La gouvernance, l’autre talon d’Achille d’Atos

Deux directeurs généraux qui partent en un an, un conseil d’administration critiqué : le groupe de services informatiques cumule les handicaps.
Alexandre Garabedian
le directeur général d’Atos, Rodolphe Belmer
Le directeur général d’Atos, Rodolphe Belmer, quittera la société au plus tard le 30 septembre 2022.  -  Photo Atos.

Les actionnaires d’Atos votent blanc. Le plan de scission du groupe de services informatiques – infrastructures d’un côté, digital, big data et sécurité de l’autre – a été accueilli mardi par un plongeon de 23% de l’action. Les incertitudes entourant le modèle économique du groupe et le coût de sa restructuration n’expliquent pas tout. En divisant par sept la capitalisation boursière d’Atos en cinq ans, les investisseurs sanctionnent aussi une gouvernance critiquable et critiquée.

En témoigne la parenthèse Rodolphe Belmer. Arrivé à la direction générale d’Atos en janvier, l’ex-patron d’Eutelsat rendra son tablier au plus tard le 30 septembre, le temps que deux DG délégués, Philippe Oliva et Nourdine Bihmane, prennent les rênes de chacune des entités issues de la scission. Rodolphe Belmer juge en effet « superflue » sa position dans un schéma qui verrait l’entreprise coupée en deux. Alors que les rumeurs de dissensions avec son conseil sont allées croissant ces derniers jours, cela ne l’a pas empêché, mardi, de vanter aux analystes la logique industrielle et financière de ce démembrement. « Je n’ai jamais vu un directeur général présenter un plan stratégique dont il ne partage pas les orientations et à cause duquel il quitte l’entreprise », s’étonne Olivia Flahault, cofondatrice et associée de la société de recherche en gouvernance OFG.
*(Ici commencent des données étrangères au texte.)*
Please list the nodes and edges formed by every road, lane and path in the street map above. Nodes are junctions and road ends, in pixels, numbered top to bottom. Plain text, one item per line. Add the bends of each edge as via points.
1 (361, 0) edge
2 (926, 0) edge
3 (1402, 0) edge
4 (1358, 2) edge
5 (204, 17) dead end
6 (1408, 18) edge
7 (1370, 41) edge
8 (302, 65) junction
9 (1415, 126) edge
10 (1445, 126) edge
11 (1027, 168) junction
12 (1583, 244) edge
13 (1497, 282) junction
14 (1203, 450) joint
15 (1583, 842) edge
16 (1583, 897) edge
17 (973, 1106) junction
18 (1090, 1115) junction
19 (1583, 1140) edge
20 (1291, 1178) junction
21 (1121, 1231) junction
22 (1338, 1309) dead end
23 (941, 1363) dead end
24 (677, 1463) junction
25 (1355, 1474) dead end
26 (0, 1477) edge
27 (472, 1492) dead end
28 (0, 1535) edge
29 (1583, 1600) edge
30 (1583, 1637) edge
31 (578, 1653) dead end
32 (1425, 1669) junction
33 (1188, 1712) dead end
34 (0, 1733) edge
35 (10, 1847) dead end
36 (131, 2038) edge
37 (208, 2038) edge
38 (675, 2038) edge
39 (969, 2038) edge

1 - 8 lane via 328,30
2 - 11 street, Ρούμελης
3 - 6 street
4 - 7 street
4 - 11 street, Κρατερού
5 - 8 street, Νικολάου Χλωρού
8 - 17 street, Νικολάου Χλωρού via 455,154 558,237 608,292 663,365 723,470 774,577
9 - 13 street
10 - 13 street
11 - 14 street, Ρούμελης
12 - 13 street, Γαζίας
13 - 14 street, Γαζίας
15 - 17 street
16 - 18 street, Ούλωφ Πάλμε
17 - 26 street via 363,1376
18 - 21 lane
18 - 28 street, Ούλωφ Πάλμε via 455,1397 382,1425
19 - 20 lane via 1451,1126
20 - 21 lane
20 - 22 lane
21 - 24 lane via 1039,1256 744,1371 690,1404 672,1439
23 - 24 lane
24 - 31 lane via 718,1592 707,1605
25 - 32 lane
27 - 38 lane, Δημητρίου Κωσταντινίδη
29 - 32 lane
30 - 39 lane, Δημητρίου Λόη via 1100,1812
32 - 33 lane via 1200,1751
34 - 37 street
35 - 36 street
Pour succéder à Elie Girard, nommé en 2019 et débarqué deux ans plus tard, le recrutement de Rodolphe Belmer en avait à l’époque étonné plus d’un. « Rodolphe Belmer n’est pas un spécialiste du secteur et n’a pas dirigé de ‘people’s business’. Le conseil d’administration n’a pas joué correctement son rôle, alors qu’il existait des candidats plus légitimes en interne », estime Olivia Flahault, exprimant un sentiment partagé chez les analystes financiers. L’un de ces candidats potentiels, Pierre Barnabé, qui pilotait les activités de cybersécurité et de big data, a depuis rejoint Soitec, dont il doit prendre la direction générale au mois de juillet. « Après les annonces de mardi, on peut craindre d’autres départs de haut rang et une démotivation des équipes », s’inquiète un investisseur.
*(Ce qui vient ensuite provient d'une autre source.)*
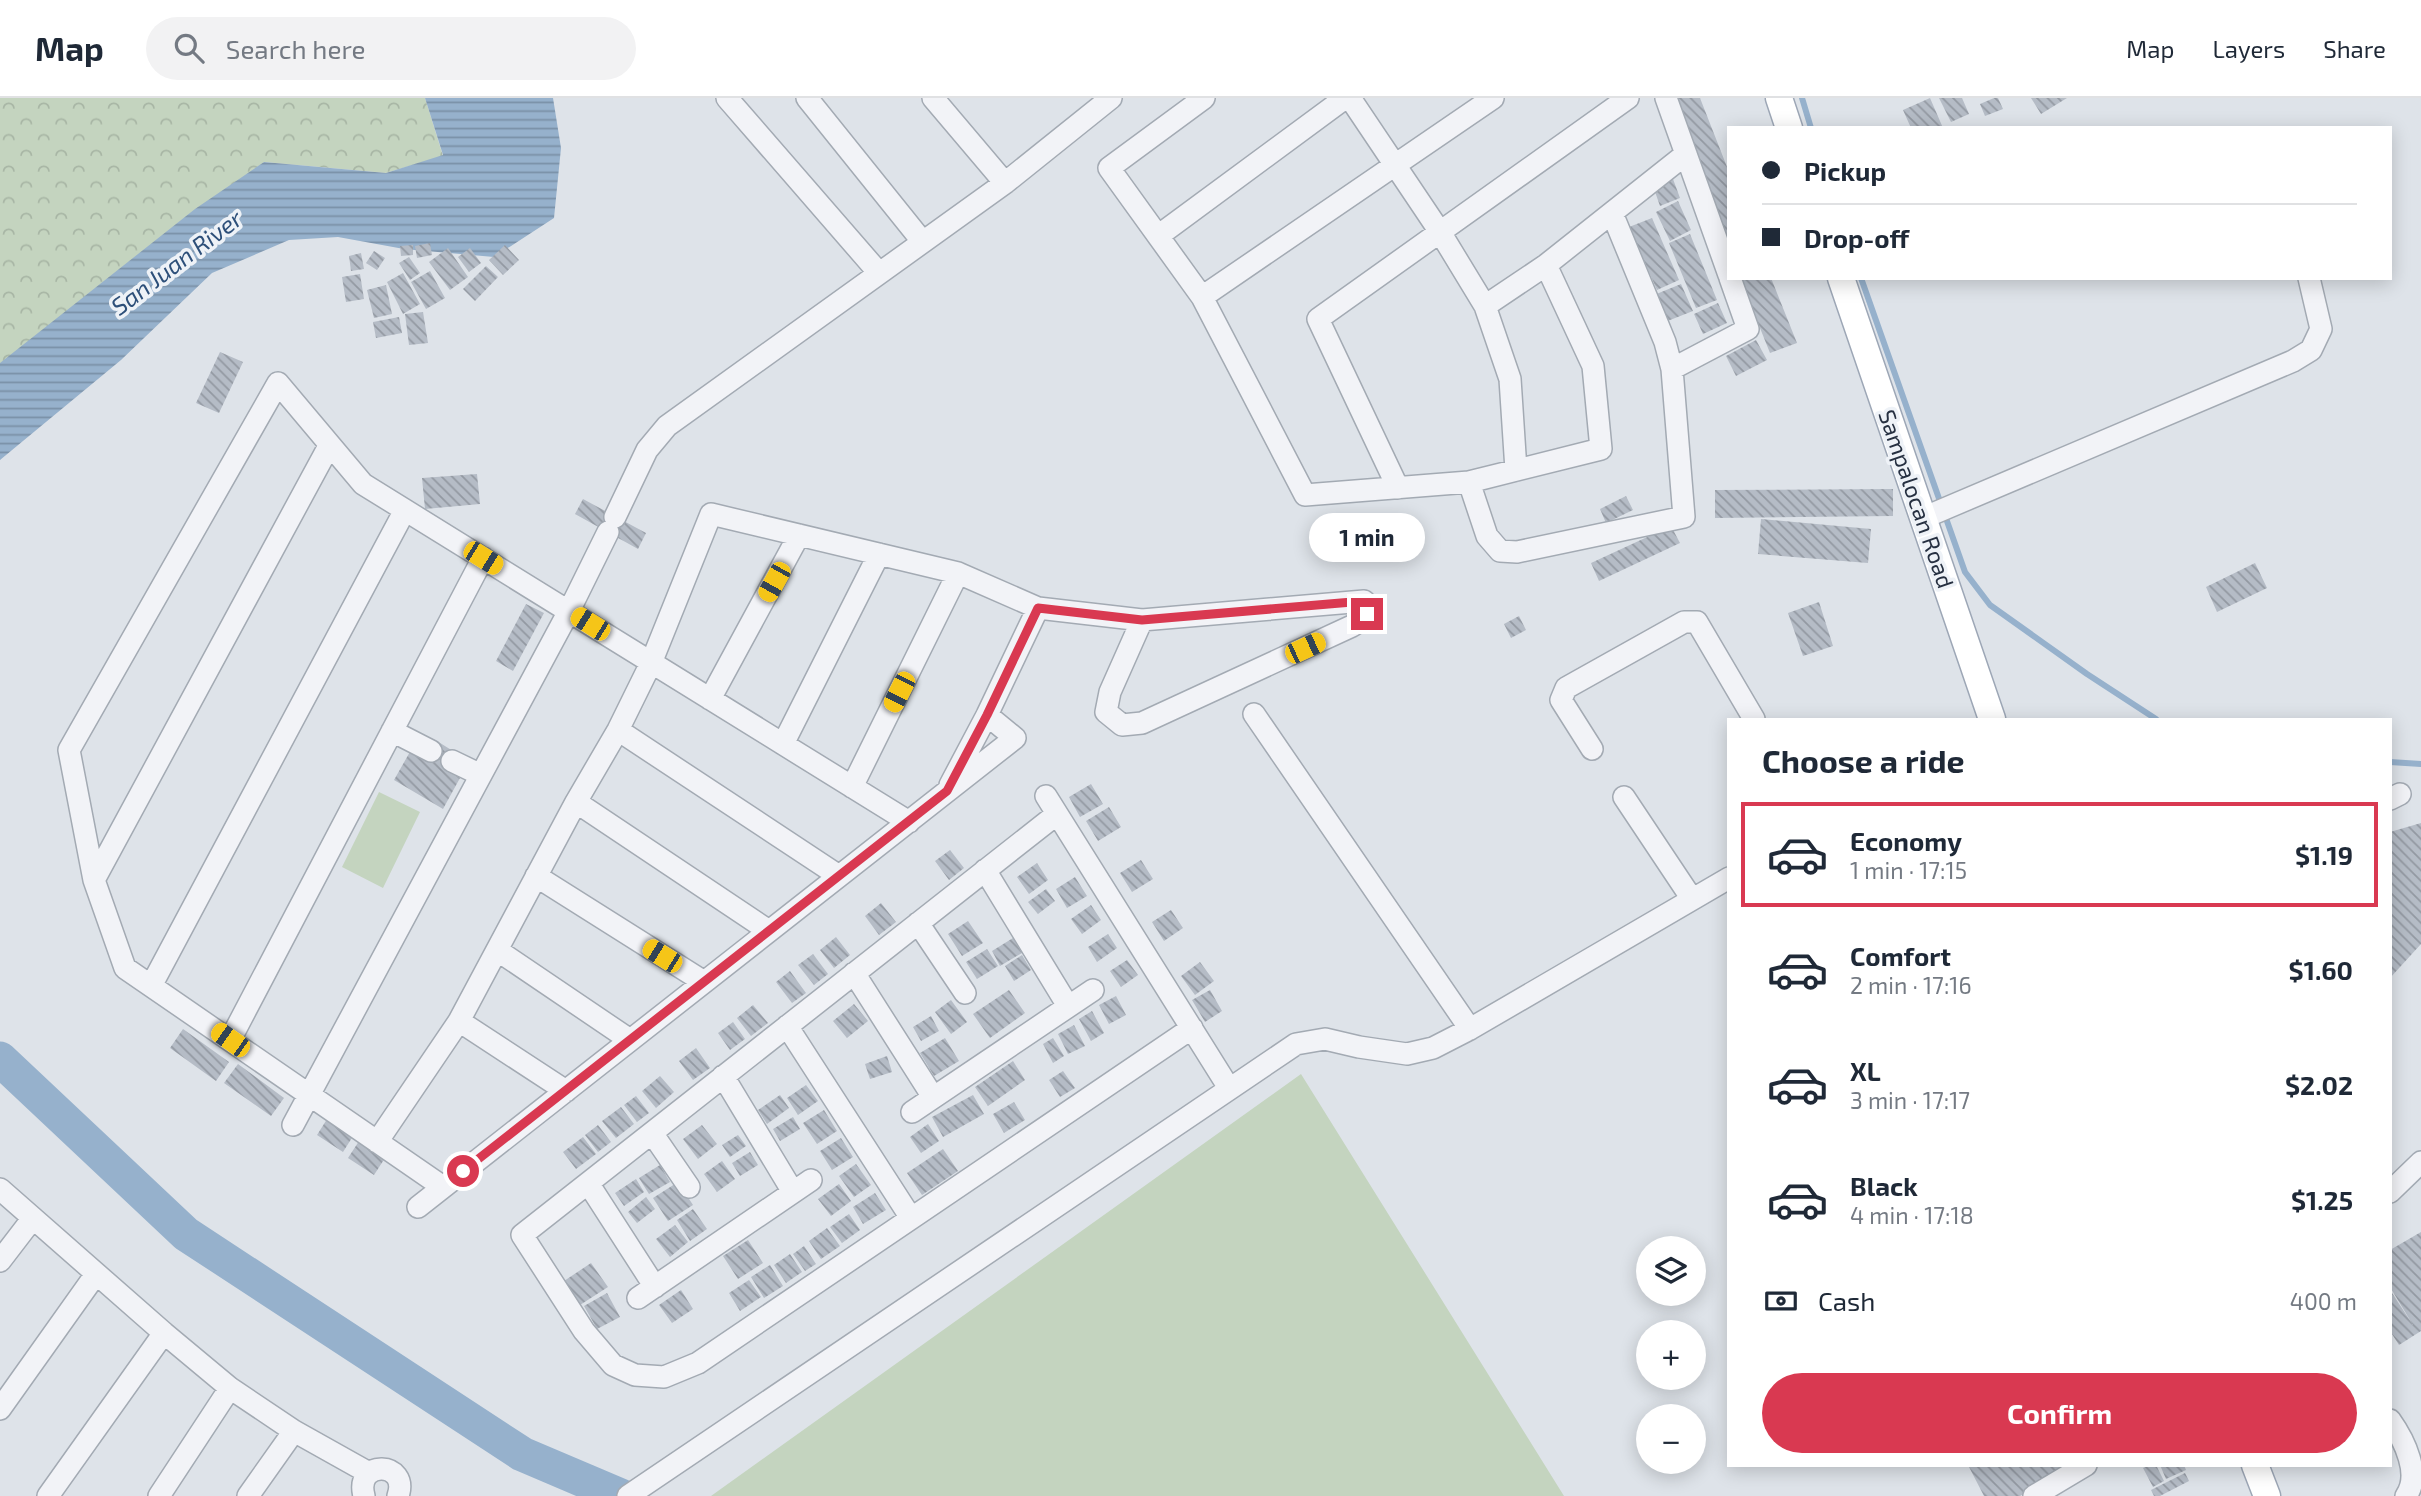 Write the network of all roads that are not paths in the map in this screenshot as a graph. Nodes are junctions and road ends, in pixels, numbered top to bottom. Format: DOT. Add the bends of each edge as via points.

Comment le conseil d’administration d’Atos a-t-il pu choisir un dirigeant sans s’assurer qu’il partageait la même vision de l’avenir du groupe ? « Rodolphe Belmer et le conseil d’administration ont étudié, sans tabou, toutes les options stratégiques possibles. Au moment de son recrutement, il était impossible de préjuger de l’issue de cette analyse », répond un proche du groupe.

L’héritage des années Breton

Pour plusieurs praticiens de la gouvernance, cette séquence témoigne de la faiblesse du conseil d’administration. Elle remonterait aux années Thierry Breton, PDG de 2008 à 2019 et dont l’héritage, a posteriori, est jugé sévèrement par un certain nombre d’investisseurs. « Le directeur général ne peut compter sur un conseil d’administration qui a trop peu d’expertise des métiers du groupe, vieillissant, peu connecté au monde industriel, encore très lié à Thierry Breton », estimait OFG dans une note d’analyse publiée en avril 2021, quelques mois avant l’éviction d’Elie Girard.

Depuis, le Français René Proglio, l’Allemande Astrid Stange (ex-Axa) et l’Américaine Elizabeth Tinkham (Accenture) ont rejoint l’instance, sans en modifier fondamentalement les grands équilibres. Le rôle du président, Bertrand Meunier, 66 ans, dont le mandat s’achève en 2024, est pointé du doigt. Administrateur depuis quatorze ans, et donc considéré comme non-indépendant, lui non plus n’est pas un praticien des services informatiques. Mais l’influence de l’ancien patron de PAI Partners – évincé du fonds par ses investisseurs en 2008 – n’a cessé de croître depuis la scission des fonctions de PDG en 2019. Il préside même depuis 2020 le comité des nominations.

La situation contribue à détourner les investisseurs de la valeur Atos. « Nous avons cédé nos titres il y a plus d’un an, après une rencontre avec le président du conseil et certains administrateurs, explique Denis Branche, directeur général délégué de Phitrust. Atos manque d’une vision stratégique claire, de dynamisme, et souffre de l’interférence de la sphère publique et politique, comme l’a montré l’entrée d’Edouard Philippe au conseil fin 2020 ».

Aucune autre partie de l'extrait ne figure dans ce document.